*Problem to work on:* Your answer should be the lines below from the one holding "Summarize the content" through the one holding "Instruction: Describe this", copied exactly and with nothing else.

Saved entries
━━━━━━━━
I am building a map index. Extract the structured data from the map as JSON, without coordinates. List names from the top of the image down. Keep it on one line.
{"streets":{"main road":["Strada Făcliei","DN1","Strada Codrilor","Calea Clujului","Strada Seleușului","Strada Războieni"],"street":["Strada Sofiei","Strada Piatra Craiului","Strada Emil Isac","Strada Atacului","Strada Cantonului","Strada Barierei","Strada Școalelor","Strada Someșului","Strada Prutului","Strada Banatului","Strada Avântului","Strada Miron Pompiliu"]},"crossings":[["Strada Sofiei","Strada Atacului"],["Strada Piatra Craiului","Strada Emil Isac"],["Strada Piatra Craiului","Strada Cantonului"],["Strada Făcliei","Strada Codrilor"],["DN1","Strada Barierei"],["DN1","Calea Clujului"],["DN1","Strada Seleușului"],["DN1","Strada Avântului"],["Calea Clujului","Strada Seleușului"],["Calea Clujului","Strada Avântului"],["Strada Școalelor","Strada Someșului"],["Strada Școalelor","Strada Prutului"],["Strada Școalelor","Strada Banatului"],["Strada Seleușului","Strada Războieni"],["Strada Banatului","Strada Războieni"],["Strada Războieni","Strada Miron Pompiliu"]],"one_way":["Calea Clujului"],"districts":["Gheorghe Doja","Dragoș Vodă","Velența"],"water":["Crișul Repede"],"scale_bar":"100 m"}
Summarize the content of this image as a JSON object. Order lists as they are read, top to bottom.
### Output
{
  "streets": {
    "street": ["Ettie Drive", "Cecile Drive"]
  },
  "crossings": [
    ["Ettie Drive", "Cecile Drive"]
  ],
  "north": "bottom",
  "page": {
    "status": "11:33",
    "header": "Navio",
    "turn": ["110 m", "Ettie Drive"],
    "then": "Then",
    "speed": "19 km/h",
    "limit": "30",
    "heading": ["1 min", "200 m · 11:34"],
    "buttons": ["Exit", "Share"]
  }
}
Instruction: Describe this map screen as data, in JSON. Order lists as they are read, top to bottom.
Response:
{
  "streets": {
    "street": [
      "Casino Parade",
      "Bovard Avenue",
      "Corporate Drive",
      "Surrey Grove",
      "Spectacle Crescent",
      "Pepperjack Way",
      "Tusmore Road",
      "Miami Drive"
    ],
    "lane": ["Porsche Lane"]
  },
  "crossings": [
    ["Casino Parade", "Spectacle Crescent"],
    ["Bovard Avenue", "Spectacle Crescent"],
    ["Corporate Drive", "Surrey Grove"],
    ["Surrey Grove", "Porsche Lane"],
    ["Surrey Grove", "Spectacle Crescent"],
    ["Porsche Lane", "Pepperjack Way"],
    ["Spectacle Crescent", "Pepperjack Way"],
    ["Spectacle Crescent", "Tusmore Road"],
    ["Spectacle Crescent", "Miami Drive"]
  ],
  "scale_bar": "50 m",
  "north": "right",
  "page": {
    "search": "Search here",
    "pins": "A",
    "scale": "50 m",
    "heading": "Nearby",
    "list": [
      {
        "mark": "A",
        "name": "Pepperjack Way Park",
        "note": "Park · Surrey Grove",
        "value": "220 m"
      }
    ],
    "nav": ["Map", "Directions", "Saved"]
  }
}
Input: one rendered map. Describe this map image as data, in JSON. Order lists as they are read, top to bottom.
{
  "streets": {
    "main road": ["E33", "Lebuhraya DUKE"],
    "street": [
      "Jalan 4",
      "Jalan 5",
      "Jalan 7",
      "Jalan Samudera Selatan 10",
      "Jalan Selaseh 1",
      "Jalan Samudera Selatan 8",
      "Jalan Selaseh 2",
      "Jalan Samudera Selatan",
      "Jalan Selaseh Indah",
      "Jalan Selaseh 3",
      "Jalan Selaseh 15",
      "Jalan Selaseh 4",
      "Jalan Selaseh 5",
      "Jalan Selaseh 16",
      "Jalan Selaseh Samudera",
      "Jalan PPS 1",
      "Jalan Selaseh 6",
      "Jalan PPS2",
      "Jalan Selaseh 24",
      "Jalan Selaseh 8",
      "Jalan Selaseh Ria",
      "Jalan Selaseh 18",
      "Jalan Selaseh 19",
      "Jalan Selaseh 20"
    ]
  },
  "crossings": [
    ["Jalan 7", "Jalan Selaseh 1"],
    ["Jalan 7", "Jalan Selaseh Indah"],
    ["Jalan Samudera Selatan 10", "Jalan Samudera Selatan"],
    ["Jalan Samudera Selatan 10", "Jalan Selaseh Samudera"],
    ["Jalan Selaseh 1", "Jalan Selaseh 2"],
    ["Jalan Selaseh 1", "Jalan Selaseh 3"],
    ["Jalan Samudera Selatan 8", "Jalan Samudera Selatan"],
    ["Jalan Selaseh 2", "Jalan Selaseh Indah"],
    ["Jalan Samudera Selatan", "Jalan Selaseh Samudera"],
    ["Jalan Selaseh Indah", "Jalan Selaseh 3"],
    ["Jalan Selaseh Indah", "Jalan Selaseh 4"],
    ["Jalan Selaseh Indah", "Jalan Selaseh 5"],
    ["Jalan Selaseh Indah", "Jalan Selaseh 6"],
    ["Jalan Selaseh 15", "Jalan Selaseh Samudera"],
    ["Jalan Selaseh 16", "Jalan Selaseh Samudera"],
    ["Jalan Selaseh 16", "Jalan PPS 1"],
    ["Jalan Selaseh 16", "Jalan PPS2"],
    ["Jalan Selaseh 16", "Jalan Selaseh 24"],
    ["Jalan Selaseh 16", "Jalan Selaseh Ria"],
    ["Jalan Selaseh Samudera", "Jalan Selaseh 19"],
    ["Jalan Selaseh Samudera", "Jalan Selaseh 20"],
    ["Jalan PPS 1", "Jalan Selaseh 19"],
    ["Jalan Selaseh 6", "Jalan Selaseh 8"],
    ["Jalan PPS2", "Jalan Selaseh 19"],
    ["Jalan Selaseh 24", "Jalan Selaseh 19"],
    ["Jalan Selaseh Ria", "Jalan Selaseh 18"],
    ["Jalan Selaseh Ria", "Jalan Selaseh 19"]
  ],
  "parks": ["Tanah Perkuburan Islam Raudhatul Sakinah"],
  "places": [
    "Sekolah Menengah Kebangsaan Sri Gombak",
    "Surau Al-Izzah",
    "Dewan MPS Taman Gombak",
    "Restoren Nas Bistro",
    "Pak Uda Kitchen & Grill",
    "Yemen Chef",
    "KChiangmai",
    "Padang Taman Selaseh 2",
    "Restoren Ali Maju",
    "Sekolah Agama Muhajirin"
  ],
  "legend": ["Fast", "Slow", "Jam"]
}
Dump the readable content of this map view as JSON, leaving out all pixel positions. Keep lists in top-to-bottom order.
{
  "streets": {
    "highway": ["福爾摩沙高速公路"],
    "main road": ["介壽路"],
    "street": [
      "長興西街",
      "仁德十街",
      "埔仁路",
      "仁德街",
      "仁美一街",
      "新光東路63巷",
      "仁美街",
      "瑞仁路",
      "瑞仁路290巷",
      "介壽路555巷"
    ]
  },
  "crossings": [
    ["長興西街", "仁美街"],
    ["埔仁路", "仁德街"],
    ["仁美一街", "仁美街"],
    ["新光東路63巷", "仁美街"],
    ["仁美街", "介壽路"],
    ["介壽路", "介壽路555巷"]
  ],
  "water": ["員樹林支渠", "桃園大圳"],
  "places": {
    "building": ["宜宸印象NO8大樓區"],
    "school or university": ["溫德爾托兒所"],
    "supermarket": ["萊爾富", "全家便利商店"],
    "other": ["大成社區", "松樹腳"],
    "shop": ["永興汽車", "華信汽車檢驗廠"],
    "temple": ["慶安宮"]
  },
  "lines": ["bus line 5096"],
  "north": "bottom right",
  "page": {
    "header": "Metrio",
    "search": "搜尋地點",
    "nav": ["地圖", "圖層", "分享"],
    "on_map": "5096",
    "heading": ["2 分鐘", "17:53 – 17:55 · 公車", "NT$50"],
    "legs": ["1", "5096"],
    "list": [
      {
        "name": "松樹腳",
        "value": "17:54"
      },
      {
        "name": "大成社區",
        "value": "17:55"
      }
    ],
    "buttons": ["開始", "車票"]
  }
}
━━━━━━━━
*Response area:*
Summarize the content of this image as a JSON object. Order lists as they are read, top to bottom.
### Output
{
  "streets": {
    "street": ["Ettie Drive", "Cecile Drive"]
  },
  "crossings": [
    ["Ettie Drive", "Cecile Drive"]
  ],
  "north": "bottom",
  "page": {
    "status": "11:33",
    "header": "Navio",
    "turn": ["110 m", "Ettie Drive"],
    "then": "Then",
    "speed": "19 km/h",
    "limit": "30",
    "heading": ["1 min", "200 m · 11:34"],
    "buttons": ["Exit", "Share"]
  }
}
Instruction: Describe this map screen as data, in JSON. Order lists as they are read, top to bottom.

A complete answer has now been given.